Excerpted data:
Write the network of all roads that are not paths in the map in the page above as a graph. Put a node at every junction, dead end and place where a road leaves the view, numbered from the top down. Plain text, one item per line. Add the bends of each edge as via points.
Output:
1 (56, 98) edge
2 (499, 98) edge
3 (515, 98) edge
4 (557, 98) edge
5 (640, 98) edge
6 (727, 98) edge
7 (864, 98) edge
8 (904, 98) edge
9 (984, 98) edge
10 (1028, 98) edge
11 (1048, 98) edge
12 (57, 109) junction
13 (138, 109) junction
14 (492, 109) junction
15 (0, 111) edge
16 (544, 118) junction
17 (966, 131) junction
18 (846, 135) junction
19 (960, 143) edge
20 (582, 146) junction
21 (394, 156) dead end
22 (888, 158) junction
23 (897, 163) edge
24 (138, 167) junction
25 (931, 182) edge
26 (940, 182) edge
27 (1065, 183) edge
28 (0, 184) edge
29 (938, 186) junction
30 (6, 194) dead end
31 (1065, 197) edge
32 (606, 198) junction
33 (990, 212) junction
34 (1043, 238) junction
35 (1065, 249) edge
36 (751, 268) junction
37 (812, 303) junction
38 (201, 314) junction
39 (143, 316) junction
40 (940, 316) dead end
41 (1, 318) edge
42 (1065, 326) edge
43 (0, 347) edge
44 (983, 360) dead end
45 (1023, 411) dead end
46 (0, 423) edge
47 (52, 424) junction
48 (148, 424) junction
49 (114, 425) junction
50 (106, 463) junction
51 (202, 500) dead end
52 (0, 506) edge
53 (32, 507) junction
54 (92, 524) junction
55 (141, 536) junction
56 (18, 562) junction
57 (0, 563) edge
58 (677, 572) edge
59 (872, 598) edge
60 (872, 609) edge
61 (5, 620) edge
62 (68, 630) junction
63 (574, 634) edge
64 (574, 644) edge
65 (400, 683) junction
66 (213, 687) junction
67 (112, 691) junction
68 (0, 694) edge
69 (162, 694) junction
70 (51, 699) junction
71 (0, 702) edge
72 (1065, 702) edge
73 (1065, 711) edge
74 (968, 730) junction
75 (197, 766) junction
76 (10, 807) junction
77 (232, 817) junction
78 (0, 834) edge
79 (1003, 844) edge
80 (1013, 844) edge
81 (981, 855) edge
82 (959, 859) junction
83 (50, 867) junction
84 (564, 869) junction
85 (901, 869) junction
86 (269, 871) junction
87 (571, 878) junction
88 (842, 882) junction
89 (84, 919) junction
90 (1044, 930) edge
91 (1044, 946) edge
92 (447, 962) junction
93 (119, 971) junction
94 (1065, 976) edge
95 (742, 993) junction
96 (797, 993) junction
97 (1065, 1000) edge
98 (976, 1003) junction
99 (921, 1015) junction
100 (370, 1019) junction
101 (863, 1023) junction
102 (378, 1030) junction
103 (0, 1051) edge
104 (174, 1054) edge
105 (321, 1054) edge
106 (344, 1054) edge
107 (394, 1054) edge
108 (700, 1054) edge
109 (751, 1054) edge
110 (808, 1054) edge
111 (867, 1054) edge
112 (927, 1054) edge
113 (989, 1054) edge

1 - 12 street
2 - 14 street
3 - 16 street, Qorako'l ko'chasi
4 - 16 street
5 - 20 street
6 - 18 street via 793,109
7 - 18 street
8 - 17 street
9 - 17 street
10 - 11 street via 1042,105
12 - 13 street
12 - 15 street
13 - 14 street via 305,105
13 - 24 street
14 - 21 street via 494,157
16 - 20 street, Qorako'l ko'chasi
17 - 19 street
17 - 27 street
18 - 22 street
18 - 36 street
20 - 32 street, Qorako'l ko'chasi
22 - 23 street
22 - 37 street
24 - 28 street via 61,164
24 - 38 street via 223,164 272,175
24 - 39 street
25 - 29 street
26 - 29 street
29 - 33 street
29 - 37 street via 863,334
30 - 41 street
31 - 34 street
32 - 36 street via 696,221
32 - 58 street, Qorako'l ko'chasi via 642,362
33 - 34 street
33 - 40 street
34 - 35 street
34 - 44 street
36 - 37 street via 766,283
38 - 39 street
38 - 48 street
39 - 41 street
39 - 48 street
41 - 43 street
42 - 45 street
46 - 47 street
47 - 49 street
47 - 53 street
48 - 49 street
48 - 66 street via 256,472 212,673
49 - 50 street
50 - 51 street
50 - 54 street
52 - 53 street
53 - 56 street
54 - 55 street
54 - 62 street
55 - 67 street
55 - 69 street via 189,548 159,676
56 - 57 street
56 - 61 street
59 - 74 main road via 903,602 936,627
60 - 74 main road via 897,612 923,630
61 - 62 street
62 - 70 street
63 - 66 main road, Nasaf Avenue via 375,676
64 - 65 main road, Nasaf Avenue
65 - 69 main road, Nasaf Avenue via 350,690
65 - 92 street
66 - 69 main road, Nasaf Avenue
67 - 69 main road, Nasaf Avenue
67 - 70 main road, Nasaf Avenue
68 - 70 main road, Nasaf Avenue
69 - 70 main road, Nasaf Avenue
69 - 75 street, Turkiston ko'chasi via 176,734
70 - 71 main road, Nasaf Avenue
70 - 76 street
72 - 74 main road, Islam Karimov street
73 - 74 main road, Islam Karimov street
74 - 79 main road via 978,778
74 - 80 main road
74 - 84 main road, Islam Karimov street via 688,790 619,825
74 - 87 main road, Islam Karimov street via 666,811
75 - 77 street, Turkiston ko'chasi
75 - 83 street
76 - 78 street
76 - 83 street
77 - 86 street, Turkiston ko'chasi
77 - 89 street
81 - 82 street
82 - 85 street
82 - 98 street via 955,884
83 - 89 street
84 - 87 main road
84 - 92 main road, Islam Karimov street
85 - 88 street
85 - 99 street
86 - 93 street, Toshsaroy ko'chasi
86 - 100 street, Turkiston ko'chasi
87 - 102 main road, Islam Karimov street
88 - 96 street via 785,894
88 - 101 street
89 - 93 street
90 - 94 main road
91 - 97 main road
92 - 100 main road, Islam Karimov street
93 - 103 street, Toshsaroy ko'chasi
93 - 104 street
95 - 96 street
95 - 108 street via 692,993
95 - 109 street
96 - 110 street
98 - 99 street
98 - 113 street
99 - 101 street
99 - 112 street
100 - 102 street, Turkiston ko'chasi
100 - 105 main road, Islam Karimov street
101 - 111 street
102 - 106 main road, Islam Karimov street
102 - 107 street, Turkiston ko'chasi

What is needed:
Recopy the entries above exactly, with every line included.

Answer to this task:
Write the network of all roads that are not paths in the map in the page above as a graph. Put a node at every junction, dead end and place where a road leaves the view, numbered from the top down. Plain text, one item per line. Add the bends of each edge as via points.
Output:
1 (56, 98) edge
2 (499, 98) edge
3 (515, 98) edge
4 (557, 98) edge
5 (640, 98) edge
6 (727, 98) edge
7 (864, 98) edge
8 (904, 98) edge
9 (984, 98) edge
10 (1028, 98) edge
11 (1048, 98) edge
12 (57, 109) junction
13 (138, 109) junction
14 (492, 109) junction
15 (0, 111) edge
16 (544, 118) junction
17 (966, 131) junction
18 (846, 135) junction
19 (960, 143) edge
20 (582, 146) junction
21 (394, 156) dead end
22 (888, 158) junction
23 (897, 163) edge
24 (138, 167) junction
25 (931, 182) edge
26 (940, 182) edge
27 (1065, 183) edge
28 (0, 184) edge
29 (938, 186) junction
30 (6, 194) dead end
31 (1065, 197) edge
32 (606, 198) junction
33 (990, 212) junction
34 (1043, 238) junction
35 (1065, 249) edge
36 (751, 268) junction
37 (812, 303) junction
38 (201, 314) junction
39 (143, 316) junction
40 (940, 316) dead end
41 (1, 318) edge
42 (1065, 326) edge
43 (0, 347) edge
44 (983, 360) dead end
45 (1023, 411) dead end
46 (0, 423) edge
47 (52, 424) junction
48 (148, 424) junction
49 (114, 425) junction
50 (106, 463) junction
51 (202, 500) dead end
52 (0, 506) edge
53 (32, 507) junction
54 (92, 524) junction
55 (141, 536) junction
56 (18, 562) junction
57 (0, 563) edge
58 (677, 572) edge
59 (872, 598) edge
60 (872, 609) edge
61 (5, 620) edge
62 (68, 630) junction
63 (574, 634) edge
64 (574, 644) edge
65 (400, 683) junction
66 (213, 687) junction
67 (112, 691) junction
68 (0, 694) edge
69 (162, 694) junction
70 (51, 699) junction
71 (0, 702) edge
72 (1065, 702) edge
73 (1065, 711) edge
74 (968, 730) junction
75 (197, 766) junction
76 (10, 807) junction
77 (232, 817) junction
78 (0, 834) edge
79 (1003, 844) edge
80 (1013, 844) edge
81 (981, 855) edge
82 (959, 859) junction
83 (50, 867) junction
84 (564, 869) junction
85 (901, 869) junction
86 (269, 871) junction
87 (571, 878) junction
88 (842, 882) junction
89 (84, 919) junction
90 (1044, 930) edge
91 (1044, 946) edge
92 (447, 962) junction
93 (119, 971) junction
94 (1065, 976) edge
95 (742, 993) junction
96 (797, 993) junction
97 (1065, 1000) edge
98 (976, 1003) junction
99 (921, 1015) junction
100 (370, 1019) junction
101 (863, 1023) junction
102 (378, 1030) junction
103 (0, 1051) edge
104 (174, 1054) edge
105 (321, 1054) edge
106 (344, 1054) edge
107 (394, 1054) edge
108 (700, 1054) edge
109 (751, 1054) edge
110 (808, 1054) edge
111 (867, 1054) edge
112 (927, 1054) edge
113 (989, 1054) edge

1 - 12 street
2 - 14 street
3 - 16 street, Qorako'l ko'chasi
4 - 16 street
5 - 20 street
6 - 18 street via 793,109
7 - 18 street
8 - 17 street
9 - 17 street
10 - 11 street via 1042,105
12 - 13 street
12 - 15 street
13 - 14 street via 305,105
13 - 24 street
14 - 21 street via 494,157
16 - 20 street, Qorako'l ko'chasi
17 - 19 street
17 - 27 street
18 - 22 street
18 - 36 street
20 - 32 street, Qorako'l ko'chasi
22 - 23 street
22 - 37 street
24 - 28 street via 61,164
24 - 38 street via 223,164 272,175
24 - 39 street
25 - 29 street
26 - 29 street
29 - 33 street
29 - 37 street via 863,334
30 - 41 street
31 - 34 street
32 - 36 street via 696,221
32 - 58 street, Qorako'l ko'chasi via 642,362
33 - 34 street
33 - 40 street
34 - 35 street
34 - 44 street
36 - 37 street via 766,283
38 - 39 street
38 - 48 street
39 - 41 street
39 - 48 street
41 - 43 street
42 - 45 street
46 - 47 street
47 - 49 street
47 - 53 street
48 - 49 street
48 - 66 street via 256,472 212,673
49 - 50 street
50 - 51 street
50 - 54 street
52 - 53 street
53 - 56 street
54 - 55 street
54 - 62 street
55 - 67 street
55 - 69 street via 189,548 159,676
56 - 57 street
56 - 61 street
59 - 74 main road via 903,602 936,627
60 - 74 main road via 897,612 923,630
61 - 62 street
62 - 70 street
63 - 66 main road, Nasaf Avenue via 375,676
64 - 65 main road, Nasaf Avenue
65 - 69 main road, Nasaf Avenue via 350,690
65 - 92 street
66 - 69 main road, Nasaf Avenue
67 - 69 main road, Nasaf Avenue
67 - 70 main road, Nasaf Avenue
68 - 70 main road, Nasaf Avenue
69 - 70 main road, Nasaf Avenue
69 - 75 street, Turkiston ko'chasi via 176,734
70 - 71 main road, Nasaf Avenue
70 - 76 street
72 - 74 main road, Islam Karimov street
73 - 74 main road, Islam Karimov street
74 - 79 main road via 978,778
74 - 80 main road
74 - 84 main road, Islam Karimov street via 688,790 619,825
74 - 87 main road, Islam Karimov street via 666,811
75 - 77 street, Turkiston ko'chasi
75 - 83 street
76 - 78 street
76 - 83 street
77 - 86 street, Turkiston ko'chasi
77 - 89 street
81 - 82 street
82 - 85 street
82 - 98 street via 955,884
83 - 89 street
84 - 87 main road
84 - 92 main road, Islam Karimov street
85 - 88 street
85 - 99 street
86 - 93 street, Toshsaroy ko'chasi
86 - 100 street, Turkiston ko'chasi
87 - 102 main road, Islam Karimov street
88 - 96 street via 785,894
88 - 101 street
89 - 93 street
90 - 94 main road
91 - 97 main road
92 - 100 main road, Islam Karimov street
93 - 103 street, Toshsaroy ko'chasi
93 - 104 street
95 - 96 street
95 - 108 street via 692,993
95 - 109 street
96 - 110 street
98 - 99 street
98 - 113 street
99 - 101 street
99 - 112 street
100 - 102 street, Turkiston ko'chasi
100 - 105 main road, Islam Karimov street
101 - 111 street
102 - 106 main road, Islam Karimov street
102 - 107 street, Turkiston ko'chasi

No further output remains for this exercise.